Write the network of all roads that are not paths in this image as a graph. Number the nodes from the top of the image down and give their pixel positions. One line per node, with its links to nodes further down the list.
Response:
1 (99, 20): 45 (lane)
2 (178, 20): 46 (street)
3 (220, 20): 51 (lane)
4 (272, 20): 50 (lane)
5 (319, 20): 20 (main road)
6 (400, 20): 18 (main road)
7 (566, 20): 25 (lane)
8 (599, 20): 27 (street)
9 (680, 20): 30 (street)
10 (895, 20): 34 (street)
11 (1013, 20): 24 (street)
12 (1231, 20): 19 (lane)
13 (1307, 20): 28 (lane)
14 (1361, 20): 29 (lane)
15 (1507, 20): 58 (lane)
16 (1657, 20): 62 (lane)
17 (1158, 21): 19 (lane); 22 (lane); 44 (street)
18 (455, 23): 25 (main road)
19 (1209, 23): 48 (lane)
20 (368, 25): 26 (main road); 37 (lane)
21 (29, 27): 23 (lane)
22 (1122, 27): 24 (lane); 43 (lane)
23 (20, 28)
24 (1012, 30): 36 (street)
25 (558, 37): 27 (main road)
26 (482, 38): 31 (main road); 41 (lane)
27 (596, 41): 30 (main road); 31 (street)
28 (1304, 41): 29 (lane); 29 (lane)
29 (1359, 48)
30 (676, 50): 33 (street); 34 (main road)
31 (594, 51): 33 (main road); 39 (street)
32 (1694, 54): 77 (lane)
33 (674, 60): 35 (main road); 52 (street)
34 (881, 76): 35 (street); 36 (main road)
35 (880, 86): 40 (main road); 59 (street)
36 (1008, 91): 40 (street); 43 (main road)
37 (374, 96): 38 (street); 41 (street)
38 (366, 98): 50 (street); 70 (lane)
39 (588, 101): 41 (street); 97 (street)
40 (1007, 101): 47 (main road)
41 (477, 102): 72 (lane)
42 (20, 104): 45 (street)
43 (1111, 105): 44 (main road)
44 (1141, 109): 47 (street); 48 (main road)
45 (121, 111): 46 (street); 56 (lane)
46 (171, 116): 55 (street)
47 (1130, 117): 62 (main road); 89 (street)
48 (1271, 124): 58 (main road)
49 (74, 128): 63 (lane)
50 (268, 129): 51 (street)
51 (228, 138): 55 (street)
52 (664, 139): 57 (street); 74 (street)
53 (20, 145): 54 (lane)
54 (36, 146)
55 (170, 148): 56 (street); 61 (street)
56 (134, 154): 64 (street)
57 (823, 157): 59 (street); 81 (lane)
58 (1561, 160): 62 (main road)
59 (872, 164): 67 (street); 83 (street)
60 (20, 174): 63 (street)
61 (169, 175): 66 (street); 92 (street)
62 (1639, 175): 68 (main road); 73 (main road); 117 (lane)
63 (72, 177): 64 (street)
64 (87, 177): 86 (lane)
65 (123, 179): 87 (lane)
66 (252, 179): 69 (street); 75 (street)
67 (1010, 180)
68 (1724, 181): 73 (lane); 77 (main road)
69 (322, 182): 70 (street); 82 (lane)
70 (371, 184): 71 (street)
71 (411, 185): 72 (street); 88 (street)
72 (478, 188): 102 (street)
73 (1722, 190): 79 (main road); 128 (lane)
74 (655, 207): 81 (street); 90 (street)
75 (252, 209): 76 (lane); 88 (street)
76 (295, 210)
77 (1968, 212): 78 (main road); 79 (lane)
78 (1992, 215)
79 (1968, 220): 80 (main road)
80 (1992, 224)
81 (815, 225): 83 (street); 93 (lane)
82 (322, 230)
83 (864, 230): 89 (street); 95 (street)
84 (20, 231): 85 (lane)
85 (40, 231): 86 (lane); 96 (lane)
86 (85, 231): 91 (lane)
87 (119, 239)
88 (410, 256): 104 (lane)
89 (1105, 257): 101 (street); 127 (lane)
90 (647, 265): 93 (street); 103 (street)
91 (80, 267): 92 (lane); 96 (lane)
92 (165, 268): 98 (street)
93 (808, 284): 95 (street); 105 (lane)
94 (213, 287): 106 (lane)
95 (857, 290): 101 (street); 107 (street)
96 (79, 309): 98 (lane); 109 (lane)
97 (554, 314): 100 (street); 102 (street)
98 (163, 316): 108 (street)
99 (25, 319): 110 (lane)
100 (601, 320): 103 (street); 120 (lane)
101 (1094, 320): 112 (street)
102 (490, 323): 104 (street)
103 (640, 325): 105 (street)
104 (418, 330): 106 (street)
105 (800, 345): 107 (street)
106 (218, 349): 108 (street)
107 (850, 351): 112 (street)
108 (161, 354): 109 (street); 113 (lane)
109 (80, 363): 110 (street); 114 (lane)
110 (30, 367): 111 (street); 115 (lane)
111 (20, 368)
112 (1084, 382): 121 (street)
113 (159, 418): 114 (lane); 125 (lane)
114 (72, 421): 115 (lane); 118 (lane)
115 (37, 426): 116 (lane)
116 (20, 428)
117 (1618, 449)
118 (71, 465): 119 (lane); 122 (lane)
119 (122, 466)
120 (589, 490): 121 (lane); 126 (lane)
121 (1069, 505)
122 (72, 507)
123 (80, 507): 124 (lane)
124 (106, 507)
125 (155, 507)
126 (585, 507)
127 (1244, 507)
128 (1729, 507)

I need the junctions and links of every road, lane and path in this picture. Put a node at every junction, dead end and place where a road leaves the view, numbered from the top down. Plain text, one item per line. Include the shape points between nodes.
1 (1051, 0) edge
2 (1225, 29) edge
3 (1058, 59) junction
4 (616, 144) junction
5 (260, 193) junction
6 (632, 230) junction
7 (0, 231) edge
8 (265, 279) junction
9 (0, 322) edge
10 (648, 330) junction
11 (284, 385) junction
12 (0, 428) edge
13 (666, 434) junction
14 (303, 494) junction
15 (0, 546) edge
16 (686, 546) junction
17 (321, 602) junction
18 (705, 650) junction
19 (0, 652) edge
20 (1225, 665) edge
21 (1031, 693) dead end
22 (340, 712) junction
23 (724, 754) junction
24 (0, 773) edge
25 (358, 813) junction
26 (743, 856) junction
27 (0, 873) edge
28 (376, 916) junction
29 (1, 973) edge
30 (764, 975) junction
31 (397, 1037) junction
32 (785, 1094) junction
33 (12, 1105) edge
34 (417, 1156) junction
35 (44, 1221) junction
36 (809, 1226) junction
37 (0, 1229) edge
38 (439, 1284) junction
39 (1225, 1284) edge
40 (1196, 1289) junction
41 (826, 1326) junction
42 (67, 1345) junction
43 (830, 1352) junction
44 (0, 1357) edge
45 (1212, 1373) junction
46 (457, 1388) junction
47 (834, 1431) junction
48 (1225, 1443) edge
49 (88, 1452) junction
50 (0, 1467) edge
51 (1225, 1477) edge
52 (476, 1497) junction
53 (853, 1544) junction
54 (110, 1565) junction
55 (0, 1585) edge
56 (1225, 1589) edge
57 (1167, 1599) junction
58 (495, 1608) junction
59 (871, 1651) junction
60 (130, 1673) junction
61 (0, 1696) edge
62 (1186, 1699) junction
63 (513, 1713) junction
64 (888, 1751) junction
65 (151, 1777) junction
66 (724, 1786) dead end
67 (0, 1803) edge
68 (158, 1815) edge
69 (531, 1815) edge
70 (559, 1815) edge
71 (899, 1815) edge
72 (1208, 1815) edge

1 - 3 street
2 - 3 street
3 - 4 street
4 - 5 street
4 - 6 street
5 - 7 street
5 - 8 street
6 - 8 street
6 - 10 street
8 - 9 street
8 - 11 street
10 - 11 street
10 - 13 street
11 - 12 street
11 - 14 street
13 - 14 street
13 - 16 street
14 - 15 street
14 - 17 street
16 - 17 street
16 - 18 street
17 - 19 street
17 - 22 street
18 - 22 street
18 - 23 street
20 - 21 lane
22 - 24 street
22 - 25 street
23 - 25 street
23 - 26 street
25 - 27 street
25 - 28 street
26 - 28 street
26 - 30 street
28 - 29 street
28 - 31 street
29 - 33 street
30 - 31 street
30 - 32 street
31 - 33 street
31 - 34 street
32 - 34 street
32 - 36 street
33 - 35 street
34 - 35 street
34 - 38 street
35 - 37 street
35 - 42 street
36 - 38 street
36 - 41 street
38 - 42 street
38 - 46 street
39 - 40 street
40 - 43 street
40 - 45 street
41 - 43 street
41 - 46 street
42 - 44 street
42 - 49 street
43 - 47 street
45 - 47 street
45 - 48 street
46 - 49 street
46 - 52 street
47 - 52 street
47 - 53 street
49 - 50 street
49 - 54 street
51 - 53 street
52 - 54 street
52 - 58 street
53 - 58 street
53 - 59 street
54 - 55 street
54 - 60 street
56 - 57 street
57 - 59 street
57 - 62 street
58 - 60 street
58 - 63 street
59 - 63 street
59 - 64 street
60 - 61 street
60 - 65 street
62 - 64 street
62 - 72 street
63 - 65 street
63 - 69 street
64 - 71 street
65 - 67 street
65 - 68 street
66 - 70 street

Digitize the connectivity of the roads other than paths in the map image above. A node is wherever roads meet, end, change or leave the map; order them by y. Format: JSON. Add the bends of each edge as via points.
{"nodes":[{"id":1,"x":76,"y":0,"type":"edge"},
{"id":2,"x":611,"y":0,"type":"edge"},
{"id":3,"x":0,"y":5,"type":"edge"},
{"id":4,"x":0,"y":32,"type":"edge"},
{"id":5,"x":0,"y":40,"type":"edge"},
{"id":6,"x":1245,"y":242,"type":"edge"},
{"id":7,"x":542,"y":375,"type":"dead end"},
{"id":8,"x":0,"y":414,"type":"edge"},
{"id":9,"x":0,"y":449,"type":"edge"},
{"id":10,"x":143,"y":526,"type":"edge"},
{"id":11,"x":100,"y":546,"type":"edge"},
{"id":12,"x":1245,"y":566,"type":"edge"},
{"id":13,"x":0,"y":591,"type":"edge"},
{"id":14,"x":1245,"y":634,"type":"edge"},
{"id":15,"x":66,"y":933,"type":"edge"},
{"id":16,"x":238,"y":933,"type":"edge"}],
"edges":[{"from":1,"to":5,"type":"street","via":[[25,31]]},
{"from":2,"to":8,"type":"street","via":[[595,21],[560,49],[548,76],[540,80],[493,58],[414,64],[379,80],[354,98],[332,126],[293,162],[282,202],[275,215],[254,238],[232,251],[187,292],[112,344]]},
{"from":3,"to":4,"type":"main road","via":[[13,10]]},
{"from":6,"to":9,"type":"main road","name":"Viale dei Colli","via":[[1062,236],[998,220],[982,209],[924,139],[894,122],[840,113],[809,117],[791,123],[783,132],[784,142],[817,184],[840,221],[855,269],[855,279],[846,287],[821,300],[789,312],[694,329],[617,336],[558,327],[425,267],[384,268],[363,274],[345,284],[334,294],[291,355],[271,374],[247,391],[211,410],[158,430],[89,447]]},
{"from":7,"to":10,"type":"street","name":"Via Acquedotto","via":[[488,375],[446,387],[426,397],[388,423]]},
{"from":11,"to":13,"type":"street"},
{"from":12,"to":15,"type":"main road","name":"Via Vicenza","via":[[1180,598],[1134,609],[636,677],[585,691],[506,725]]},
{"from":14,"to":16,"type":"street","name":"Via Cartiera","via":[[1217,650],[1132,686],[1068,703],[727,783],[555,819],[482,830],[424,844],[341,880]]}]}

→ **PROBLEM DETAILS**
Using the records above, select and copy every line that has the word "dead".

→ **RESULT FOR THIS TASK**
I need the junctions and links of every road, lane and path in this picture. Put a node at every junction, dead end and place where a road leaves the view, numbered from the top down. Plain text, one item per line. Include the shape points between nodes.
21 (1031, 693) dead end
66 (724, 1786) dead end
{"id":7,"x":542,"y":375,"type":"dead end"},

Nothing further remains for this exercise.